Required work. The expected output is every entry below, exact in every character.

Data to examine.
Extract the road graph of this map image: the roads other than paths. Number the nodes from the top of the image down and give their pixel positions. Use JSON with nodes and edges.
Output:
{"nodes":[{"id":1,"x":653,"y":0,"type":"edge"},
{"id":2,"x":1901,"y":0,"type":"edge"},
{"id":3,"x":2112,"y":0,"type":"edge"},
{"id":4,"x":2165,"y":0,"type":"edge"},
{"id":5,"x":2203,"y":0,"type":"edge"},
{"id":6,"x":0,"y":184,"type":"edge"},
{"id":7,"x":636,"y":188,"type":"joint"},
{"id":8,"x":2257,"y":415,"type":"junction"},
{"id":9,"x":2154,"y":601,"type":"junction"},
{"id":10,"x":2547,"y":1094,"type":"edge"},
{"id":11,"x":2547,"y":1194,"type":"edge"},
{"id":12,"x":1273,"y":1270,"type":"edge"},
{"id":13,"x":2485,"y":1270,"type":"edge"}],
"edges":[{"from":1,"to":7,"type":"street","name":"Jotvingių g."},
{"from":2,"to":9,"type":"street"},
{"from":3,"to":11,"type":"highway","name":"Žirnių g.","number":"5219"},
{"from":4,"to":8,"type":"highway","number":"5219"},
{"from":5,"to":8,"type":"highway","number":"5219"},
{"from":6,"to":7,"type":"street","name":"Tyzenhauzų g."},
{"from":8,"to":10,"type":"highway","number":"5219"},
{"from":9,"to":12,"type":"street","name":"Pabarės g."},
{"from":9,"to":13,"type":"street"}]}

Solution to this problem.
Extract the road graph of this map image: the roads other than paths. Number the nodes from the top of the image down and give their pixel positions. Use JSON with nodes and edges.
Output:
{"nodes":[{"id":1,"x":653,"y":0,"type":"edge"},
{"id":2,"x":1901,"y":0,"type":"edge"},
{"id":3,"x":2112,"y":0,"type":"edge"},
{"id":4,"x":2165,"y":0,"type":"edge"},
{"id":5,"x":2203,"y":0,"type":"edge"},
{"id":6,"x":0,"y":184,"type":"edge"},
{"id":7,"x":636,"y":188,"type":"joint"},
{"id":8,"x":2257,"y":415,"type":"junction"},
{"id":9,"x":2154,"y":601,"type":"junction"},
{"id":10,"x":2547,"y":1094,"type":"edge"},
{"id":11,"x":2547,"y":1194,"type":"edge"},
{"id":12,"x":1273,"y":1270,"type":"edge"},
{"id":13,"x":2485,"y":1270,"type":"edge"}],
"edges":[{"from":1,"to":7,"type":"street","name":"Jotvingių g."},
{"from":2,"to":9,"type":"street"},
{"from":3,"to":11,"type":"highway","name":"Žirnių g.","number":"5219"},
{"from":4,"to":8,"type":"highway","number":"5219"},
{"from":5,"to":8,"type":"highway","number":"5219"},
{"from":6,"to":7,"type":"street","name":"Tyzenhauzų g."},
{"from":8,"to":10,"type":"highway","number":"5219"},
{"from":9,"to":12,"type":"street","name":"Pabarės g."},
{"from":9,"to":13,"type":"street"}]}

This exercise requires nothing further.